New Spin, Old Record

Like Bill Clinton nine years earlier, Michael Dale Huckabee was born in Hope, Ark., back when the town of 8,000 was known mainly for trying to grow watermelons that weighed nearly 200 lb. His mom was a gas-company clerk and his dad a mechanic who moonlighted as a firefighter and warned his son not to look too far up the family tree. Huckabee graduated from Ouchita Baptist University with a religion degree and spent decades as a Christian broadcaster and small-town pastor. Unlike Clinton, he seemingly never aspired to enter cosmopolitan society, even after leaving the Arkansas governor’s mansion. When he finally began earning big money with his Fox News contract in 2009, he chose to build a $3 million beach house on the Florida panhandle, far from his Manhattan television gig, where he said he could always get good, cheap grits.

Those cultural markers still form the core of his political identity.

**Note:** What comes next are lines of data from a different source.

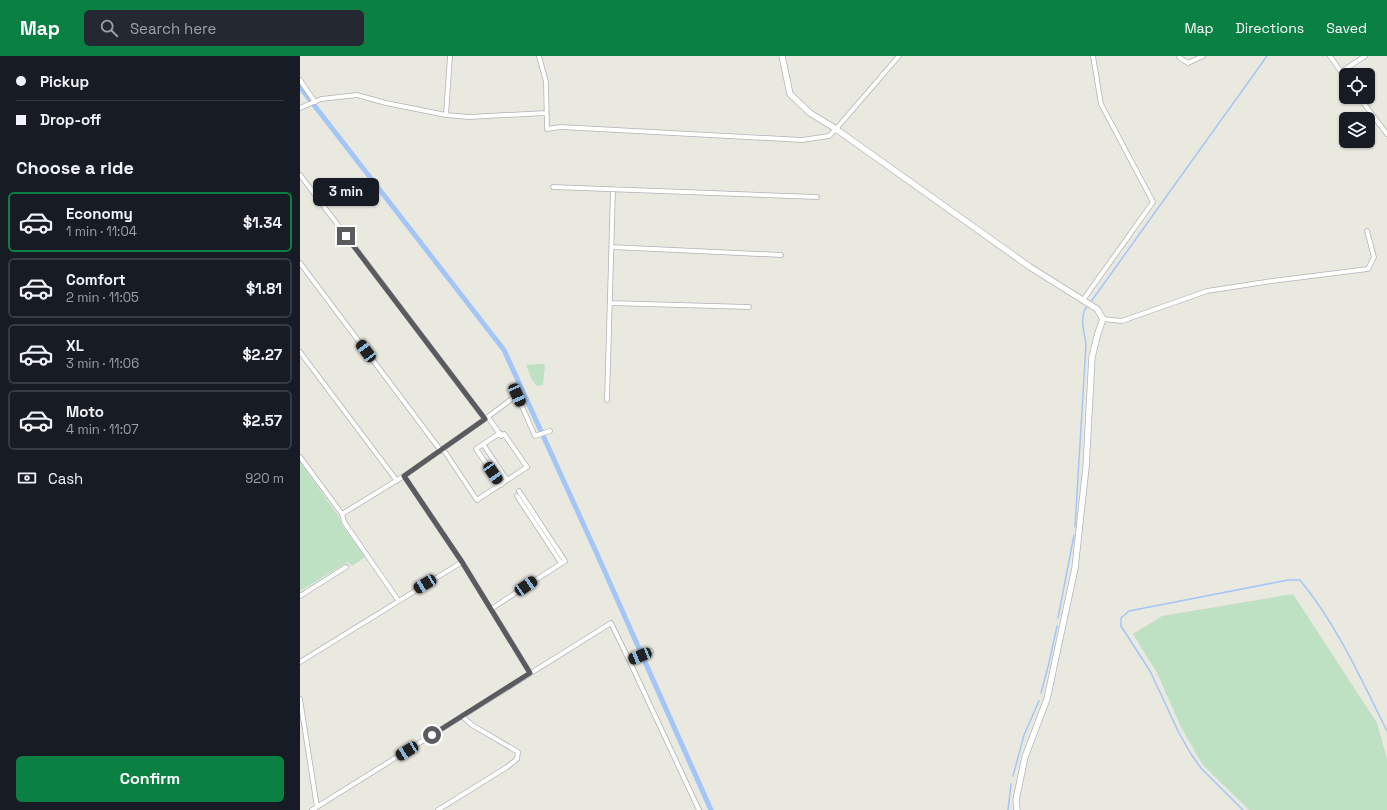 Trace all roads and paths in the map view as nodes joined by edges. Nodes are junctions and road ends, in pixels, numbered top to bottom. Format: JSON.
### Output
{"nodes":[{"id":1,"x":450,"y":56,"type":"edge"},
{"id":2,"x":539,"y":56,"type":"edge"},
{"id":3,"x":782,"y":56,"type":"edge"},
{"id":4,"x":899,"y":56,"type":"edge"},
{"id":5,"x":1093,"y":56,"type":"edge"},
{"id":6,"x":1179,"y":56,"type":"edge"},
{"id":7,"x":1204,"y":56,"type":"edge"},
{"id":8,"x":1330,"y":56,"type":"edge"},
{"id":9,"x":1365,"y":56,"type":"edge"},
{"id":10,"x":1347,"y":68,"type":"edge"},
{"id":11,"x":1339,"y":69,"type":"edge"},
{"id":12,"x":300,"y":80,"type":"edge"},
{"id":13,"x":315,"y":102,"type":"junction"},
{"id":14,"x":1364,"y":104,"type":"edge"},
{"id":15,"x":302,"y":107,"type":"edge"},
{"id":16,"x":546,"y":113,"type":"junction"},
{"id":17,"x":446,"y":115,"type":"junction"},
{"id":18,"x":836,"y":129,"type":"junction"},
{"id":19,"x":1387,"y":134,"type":"edge"},
{"id":20,"x":300,"y":175,"type":"edge"},
{"id":21,"x":554,"y":187,"type":"dead end"},
{"id":22,"x":613,"y":189,"type":"junction"},
{"id":23,"x":817,"y":197,"type":"dead end"},
{"id":24,"x":1367,"y":231,"type":"dead end"},
{"id":25,"x":611,"y":247,"type":"junction"},
{"id":26,"x":781,"y":255,"type":"dead end"},
{"id":27,"x":300,"y":263,"type":"edge"},
{"id":28,"x":610,"y":303,"type":"junction"},
{"id":29,"x":1087,"y":303,"type":"junction"},
{"id":30,"x":749,"y":307,"type":"dead end"},
{"id":31,"x":1103,"y":319,"type":"junction"},
{"id":32,"x":300,"y":352,"type":"edge"},
{"id":33,"x":607,"y":400,"type":"dead end"},
{"id":34,"x":486,"y":418,"type":"junction"},
{"id":35,"x":550,"y":431,"type":"dead end"},
{"id":36,"x":500,"y":433,"type":"junction"},
{"id":37,"x":483,"y":444,"type":"junction"},
{"id":38,"x":442,"y":450,"type":"junction"},
{"id":39,"x":300,"y":457,"type":"edge"},
{"id":40,"x":404,"y":476,"type":"junction"},
{"id":41,"x":507,"y":480,"type":"junction"},
{"id":42,"x":397,"y":481,"type":"junction"},
{"id":43,"x":501,"y":485,"type":"junction"},
{"id":44,"x":518,"y":494,"type":"dead end"},
{"id":45,"x":342,"y":514,"type":"junction"},
{"id":46,"x":462,"y":562,"type":"junction"},
{"id":47,"x":346,"y":567,"type":"dead end"},
{"id":48,"x":300,"y":596,"type":"edge"},
{"id":49,"x":398,"y":600,"type":"junction"},
{"id":50,"x":491,"y":610,"type":"junction"},
{"id":51,"x":651,"y":652,"type":"dead end"},
{"id":52,"x":629,"y":660,"type":"junction"},
{"id":53,"x":300,"y":662,"type":"edge"},
{"id":54,"x":530,"y":673,"type":"junction"},
{"id":55,"x":300,"y":699,"type":"edge"},
{"id":56,"x":462,"y":716,"type":"junction"},
{"id":57,"x":317,"y":807,"type":"junction"},
{"id":58,"x":312,"y":810,"type":"edge"},
{"id":59,"x":438,"y":810,"type":"edge"},
{"id":60,"x":699,"y":810,"type":"edge"},
{"id":61,"x":1017,"y":810,"type":"edge"}],
"edges":[{"from":1,"to":17,"type":"street"},
{"from":2,"to":16,"type":"street"},
{"from":3,"to":18,"type":"street"},
{"from":4,"to":18,"type":"street"},
{"from":5,"to":29,"type":"street"},
{"from":6,"to":7,"type":"street"},
{"from":8,"to":11,"type":"street"},
{"from":9,"to":10,"type":"street"},
{"from":12,"to":13,"type":"street"},
{"from":13,"to":15,"type":"street"},
{"from":13,"to":17,"type":"street"},
{"from":14,"to":19,"type":"street"},
{"from":16,"to":17,"type":"street"},
{"from":16,"to":18,"type":"street"},
{"from":18,"to":29,"type":"street"},
{"from":20,"to":34,"type":"street"},
{"from":21,"to":22,"type":"street"},
{"from":22,"to":23,"type":"street"},
{"from":22,"to":25,"type":"street"},
{"from":24,"to":31,"type":"street"},
{"from":25,"to":26,"type":"street"},
{"from":25,"to":28,"type":"street"},
{"from":27,"to":38,"type":"street"},
{"from":28,"to":30,"type":"street"},
{"from":28,"to":33,"type":"street"},
{"from":29,"to":31,"type":"street"},
{"from":31,"to":61,"type":"street"},
{"from":32,"to":42,"type":"street"},
{"from":34,"to":35,"type":"street"},
{"from":34,"to":36,"type":"street"},
{"from":34,"to":38,"type":"street"},
{"from":36,"to":37,"type":"street"},
{"from":36,"to":41,"type":"street"},
{"from":37,"to":41,"type":"street"},
{"from":37,"to":43,"type":"street"},
{"from":38,"to":40,"type":"street"},
{"from":38,"to":43,"type":"street"},
{"from":39,"to":45,"type":"street"},
{"from":40,"to":42,"type":"street"},
{"from":40,"to":46,"type":"street"},
{"from":41,"to":43,"type":"street"},
{"from":42,"to":45,"type":"street"},
{"from":44,"to":50,"type":"street"},
{"from":45,"to":49,"type":"street"},
{"from":46,"to":49,"type":"street"},
{"from":46,"to":50,"type":"street"},
{"from":47,"to":48,"type":"street"},
{"from":49,"to":53,"type":"street"},
{"from":50,"to":54,"type":"street"},
{"from":51,"to":52,"type":"street"},
{"from":52,"to":54,"type":"street"},
{"from":52,"to":60,"type":"street"},
{"from":54,"to":56,"type":"street"},
{"from":55,"to":57,"type":"street"},
{"from":56,"to":57,"type":"street"},
{"from":56,"to":59,"type":"street"},
{"from":57,"to":58,"type":"street"}]}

His newest book, even more than his previous 11, is a cultural jeremiad, flying the red-state backwoods flag with abandon. He divides the nation into “Bubba-ville” for the God-fearing and “Bubble-ville” for the Wall Street bankers and liberal elites. He quotes country crooner Merle Haggard when describing his foreign policy views, criticizes Obama for not condemning Beyoncé’s explicit lyrics and repeatedly praises the reality show Duck Dynasty. “Status is a Ford F-150 truck; luxury is a crawfish étouffée and slaw on your pulled-pork sandwich; and privilege is front-row seats at a Lynyrd Skynyrd concert,” he writes. No one ever said Huckabee couldn’t preach.

Such rhetoric works well for the rural Fox News and Republican-primary audience, but it is less certain to save the great unwashed who vote in a general election. His policy positions will also be an issue. He supports, for instance, scrapping the federal income tax and replacing it with a more regressive national sales tax of about 30%. His record of increasing taxes in Arkansas and his work to expand state health coverage for poor kids have long drawn the ire of fiscal conservatives. And his views on marriage–male and female bodies were designed by God, he writes, “to complement each other physically”–have remained steadfast even as public opinion has shifted. In 2008, just 40% of the nation supported same-sex marriage. Today, according to Gallup, support has risen to 55%, including 78% of adults under the age of 29.

Holy Ground

Huckabee’s pastor tour of Europe ended–where else?–at the Ronald Reagan presidential library and museum in Simi Valley, Calif., north of Los Angeles, which is as close to holy ground as Republican politics can boast. There, again, Huckabee dialed up the pastors-in-politics stuff. “We did have the discussion of what are we called to do as Christian leaders,” said Paul Goulet, the pastor of a Las Vegas megachurch, who met Huckabee for the first time on the trip.

Now the real test begins. In the coming months, he will have to find a way to beat back the younger aspirants for the social-conservative crown, like Texas Senator Ted Cruz, Santorum and Louisiana Governor Bobby Jindal. But with a crowded field of Establishment candidates battling it out for approval in the Acela corridor, Huckabee’s supporters see a window. It’s a long shot, but it’s never been different for Huckabee.

Though he won’t announce a final decision about running for months, the former governor is already sounding like a candidate. Asked about the prospect of another Bush, Romney or Clinton leading their party’s ticket, he offers a quick reply. “Well, there hasn’t been a Huckabee yet,” he laughs. “There is room for some new options.”